GRAHAM, District Judge.

Introduction

This is a tax refund suit initiated by American Electric Power Company, Inc. (“AEP”) to recover an alleged overpayment of federal income tax with respect to its 1996 tax year. AEP is a public utility holding company organized under the laws of the State of New York. Its principal office is in Columbus, Ohio. AEP is one of the largest shareholder-owned electric utility companies in the United States, operating in Ohio, Indiana, Kentucky, Michigan,' Tennessee, Virginia, and West Virginia. AEP owns various operating, service, and coal-producing subsidiary corporations. The amount of tax in dispute with respect to the 1996 tax year for all the AEP companies is $25,478,773. The resolution of the tax controversy in this case will affect other AEP tax years, including 1991 to 1995,1997 and 1998.

This case arises out of AEP’s participation in a highly leveraged broad-based *766 program of corporate-owned life insurance (“COLI”), wherein AEP purchased life insurance policies on the lives of over 20,000 employees constituting most of its work force.

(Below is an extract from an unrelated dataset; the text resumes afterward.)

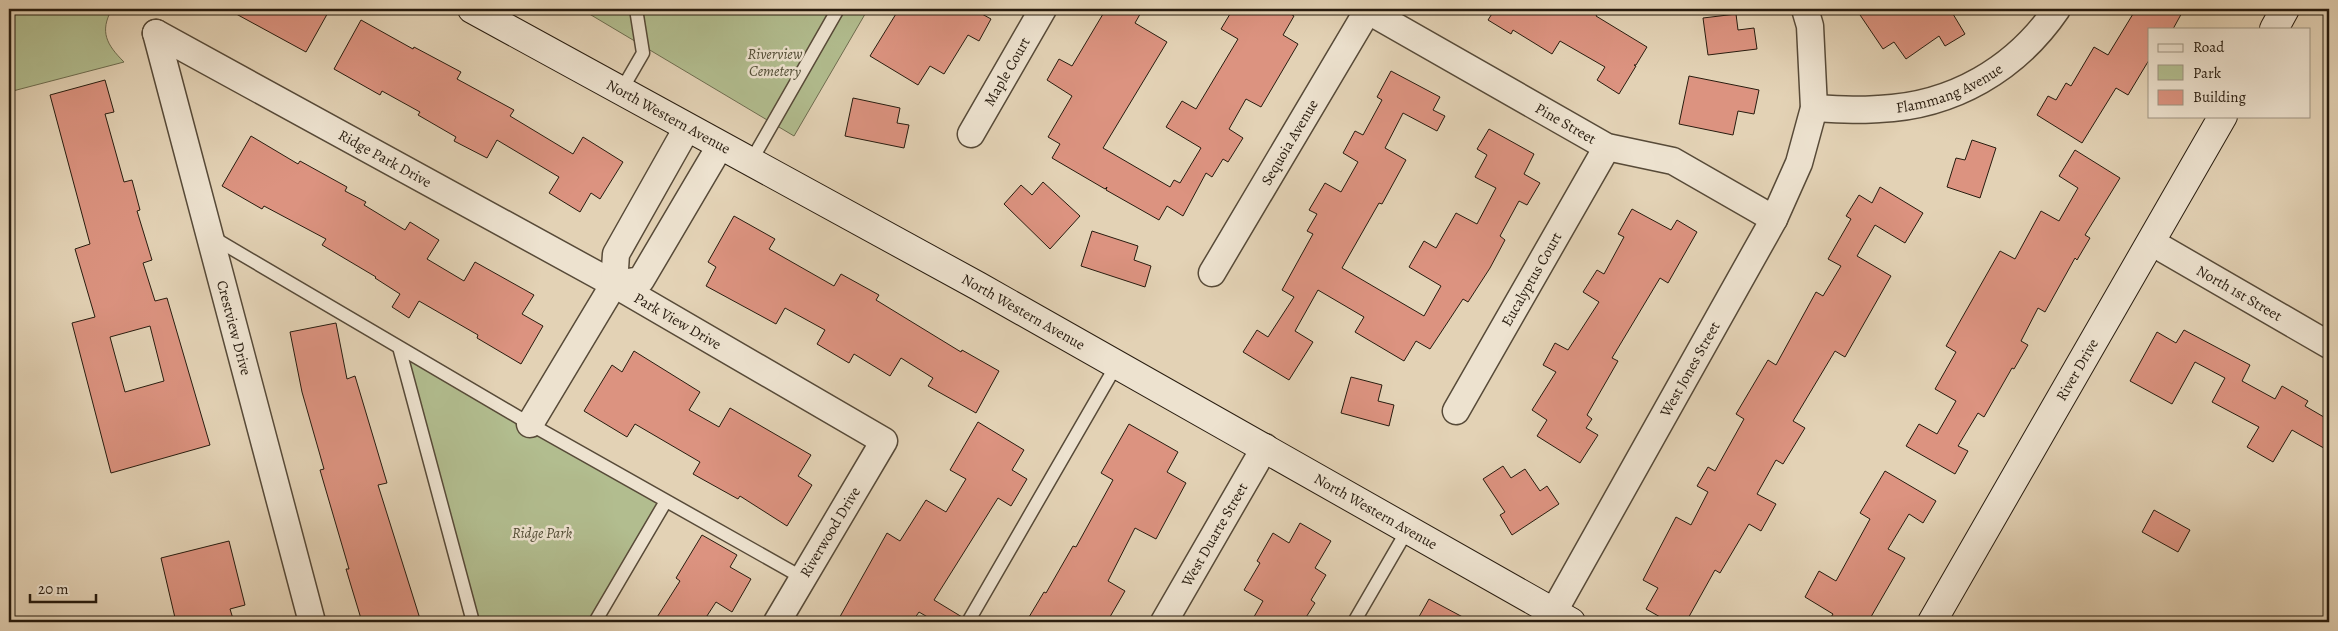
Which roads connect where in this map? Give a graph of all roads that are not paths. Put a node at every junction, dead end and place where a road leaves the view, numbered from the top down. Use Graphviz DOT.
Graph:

AEP was the beneficiary of these life insurance policies. A substantial amount of the premium cost for the COLI policies was financed by loans secured by the cash value of the policies. The COLI program was designed to maximize the tax benefits of the deductibility of interest on the policy loans, the deferral of taxation on the increase in cash value, and the ultimate non-taxability of the death benefits.

The Internal Revenue Service (“IRS” or “government”) has disallowed AEP’s deductions for interest paid on the COLI policy loans for 1996. The government claims that the policy loans, dividends, and partial withdrawals of policy value, which were used to pay premiums, lacked factual or economic substance and were sham transactions, i.e., that they were shams in fact. Alternatively, the government maintains that the AEP COLI plan, taken as a whole, had no practical economic consequences, other than the creation of income tax benefits, and therefore, was a sham in substance. The government also contends that when these transactions are viewed in their proper ■ light, the relationship of AEP’s borrowing to its net premiums, i.e. gross premiums minus dividends and partial withdrawals, the plan fails the “four of seven” test set forth in I.R.C. § 264(c)(1). 1 The Internal Revenue Code generally disallows deductions on amounts borrowed on an insurance policy to pay premiums. See I.R.C. § 264(a)(3). However, this exclusion does not apply if “no part of 4 of the annual premiums due during the 7-year period (beginning with the date the first premium on the contract to which such plan relates was paid) is paid under such plan by means of indebtedness!.]” § 264(d)(1) (known as the “four out of seven safe harbor”).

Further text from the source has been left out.